» **PROBLEM DESCRIPTION**
Gather all lines in the entries that include the word "Ruth".

::: DATA EXTRACT :::

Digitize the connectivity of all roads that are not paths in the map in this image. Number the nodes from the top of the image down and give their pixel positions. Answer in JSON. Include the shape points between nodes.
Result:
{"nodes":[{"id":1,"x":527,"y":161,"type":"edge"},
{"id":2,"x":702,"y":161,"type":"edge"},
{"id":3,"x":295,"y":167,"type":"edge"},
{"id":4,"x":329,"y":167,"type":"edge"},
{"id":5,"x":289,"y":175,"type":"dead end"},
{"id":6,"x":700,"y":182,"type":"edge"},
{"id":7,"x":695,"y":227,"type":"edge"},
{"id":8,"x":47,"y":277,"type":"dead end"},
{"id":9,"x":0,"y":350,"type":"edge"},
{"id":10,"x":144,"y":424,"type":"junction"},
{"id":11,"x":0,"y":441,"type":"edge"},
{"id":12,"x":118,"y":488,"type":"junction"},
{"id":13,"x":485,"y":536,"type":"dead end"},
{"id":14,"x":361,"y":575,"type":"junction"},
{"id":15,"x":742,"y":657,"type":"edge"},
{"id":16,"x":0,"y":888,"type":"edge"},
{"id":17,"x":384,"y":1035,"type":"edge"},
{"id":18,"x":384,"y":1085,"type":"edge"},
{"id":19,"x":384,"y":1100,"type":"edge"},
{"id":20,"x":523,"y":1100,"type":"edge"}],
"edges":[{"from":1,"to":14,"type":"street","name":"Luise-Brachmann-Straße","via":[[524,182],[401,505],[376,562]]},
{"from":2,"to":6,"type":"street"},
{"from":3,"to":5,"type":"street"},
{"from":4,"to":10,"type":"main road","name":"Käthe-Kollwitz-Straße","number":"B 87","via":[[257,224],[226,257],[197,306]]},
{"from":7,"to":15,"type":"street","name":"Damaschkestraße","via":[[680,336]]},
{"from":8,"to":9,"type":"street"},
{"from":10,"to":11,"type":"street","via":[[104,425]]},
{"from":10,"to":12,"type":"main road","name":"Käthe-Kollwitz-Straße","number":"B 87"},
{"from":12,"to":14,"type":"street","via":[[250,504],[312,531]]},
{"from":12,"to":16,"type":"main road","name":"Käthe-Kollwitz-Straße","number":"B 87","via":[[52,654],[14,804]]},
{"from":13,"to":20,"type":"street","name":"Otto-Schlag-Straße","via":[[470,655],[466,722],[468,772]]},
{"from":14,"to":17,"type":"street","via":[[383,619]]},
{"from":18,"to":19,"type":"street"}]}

:::
::: DATA EXTRACT :::

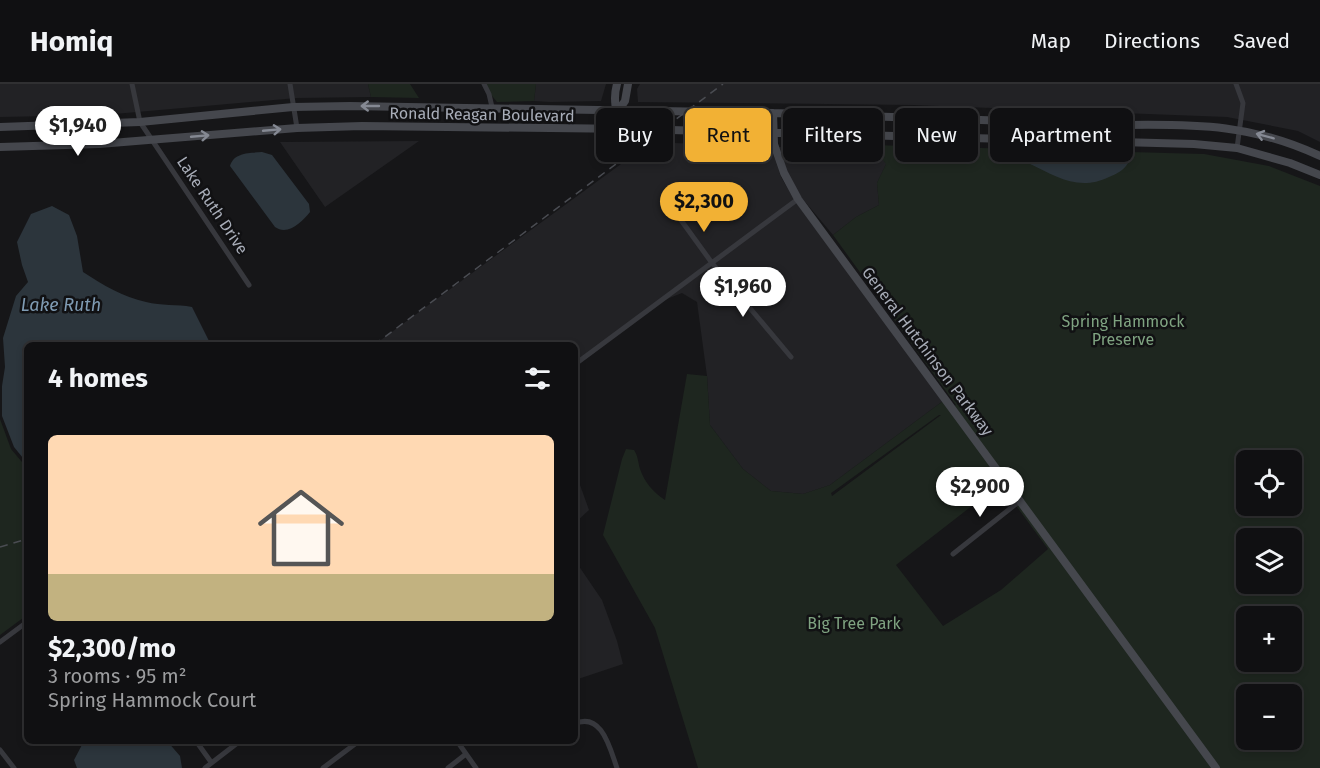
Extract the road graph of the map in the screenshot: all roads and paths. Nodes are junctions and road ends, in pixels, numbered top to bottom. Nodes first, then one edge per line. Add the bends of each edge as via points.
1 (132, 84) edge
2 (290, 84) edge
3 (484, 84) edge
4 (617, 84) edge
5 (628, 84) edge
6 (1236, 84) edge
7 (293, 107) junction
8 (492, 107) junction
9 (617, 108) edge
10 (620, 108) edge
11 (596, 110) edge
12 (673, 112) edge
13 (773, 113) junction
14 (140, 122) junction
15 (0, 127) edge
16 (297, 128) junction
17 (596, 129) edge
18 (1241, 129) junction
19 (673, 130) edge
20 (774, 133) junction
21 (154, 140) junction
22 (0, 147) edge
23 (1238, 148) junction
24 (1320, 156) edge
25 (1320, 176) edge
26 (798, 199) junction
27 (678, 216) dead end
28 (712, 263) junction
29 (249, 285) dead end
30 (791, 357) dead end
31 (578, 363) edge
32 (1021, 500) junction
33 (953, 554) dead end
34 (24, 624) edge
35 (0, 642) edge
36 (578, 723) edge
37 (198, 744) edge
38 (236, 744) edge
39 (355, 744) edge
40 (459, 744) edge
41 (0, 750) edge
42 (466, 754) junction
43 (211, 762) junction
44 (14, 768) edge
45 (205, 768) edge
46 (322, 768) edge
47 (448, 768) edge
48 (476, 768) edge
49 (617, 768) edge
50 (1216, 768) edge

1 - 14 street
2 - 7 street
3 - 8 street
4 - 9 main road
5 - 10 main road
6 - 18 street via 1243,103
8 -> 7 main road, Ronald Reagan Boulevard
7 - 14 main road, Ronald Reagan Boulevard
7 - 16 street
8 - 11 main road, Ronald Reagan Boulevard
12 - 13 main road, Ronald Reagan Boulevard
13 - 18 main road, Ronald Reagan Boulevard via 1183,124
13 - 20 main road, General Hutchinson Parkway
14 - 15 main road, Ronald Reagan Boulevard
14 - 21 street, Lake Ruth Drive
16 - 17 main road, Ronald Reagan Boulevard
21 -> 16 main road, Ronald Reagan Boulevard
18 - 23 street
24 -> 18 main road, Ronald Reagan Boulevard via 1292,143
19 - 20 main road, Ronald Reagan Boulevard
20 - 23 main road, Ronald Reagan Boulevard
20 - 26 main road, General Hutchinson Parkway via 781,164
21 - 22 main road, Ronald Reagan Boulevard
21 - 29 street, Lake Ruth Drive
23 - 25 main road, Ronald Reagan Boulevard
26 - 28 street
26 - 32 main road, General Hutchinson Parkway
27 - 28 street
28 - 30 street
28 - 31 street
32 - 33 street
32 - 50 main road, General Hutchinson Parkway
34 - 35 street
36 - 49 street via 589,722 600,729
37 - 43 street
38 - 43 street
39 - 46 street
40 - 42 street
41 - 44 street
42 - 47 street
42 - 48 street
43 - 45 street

:::

» **ANSWER**
14 - 21 street, Lake Ruth Drive
21 - 29 street, Lake Ruth Drive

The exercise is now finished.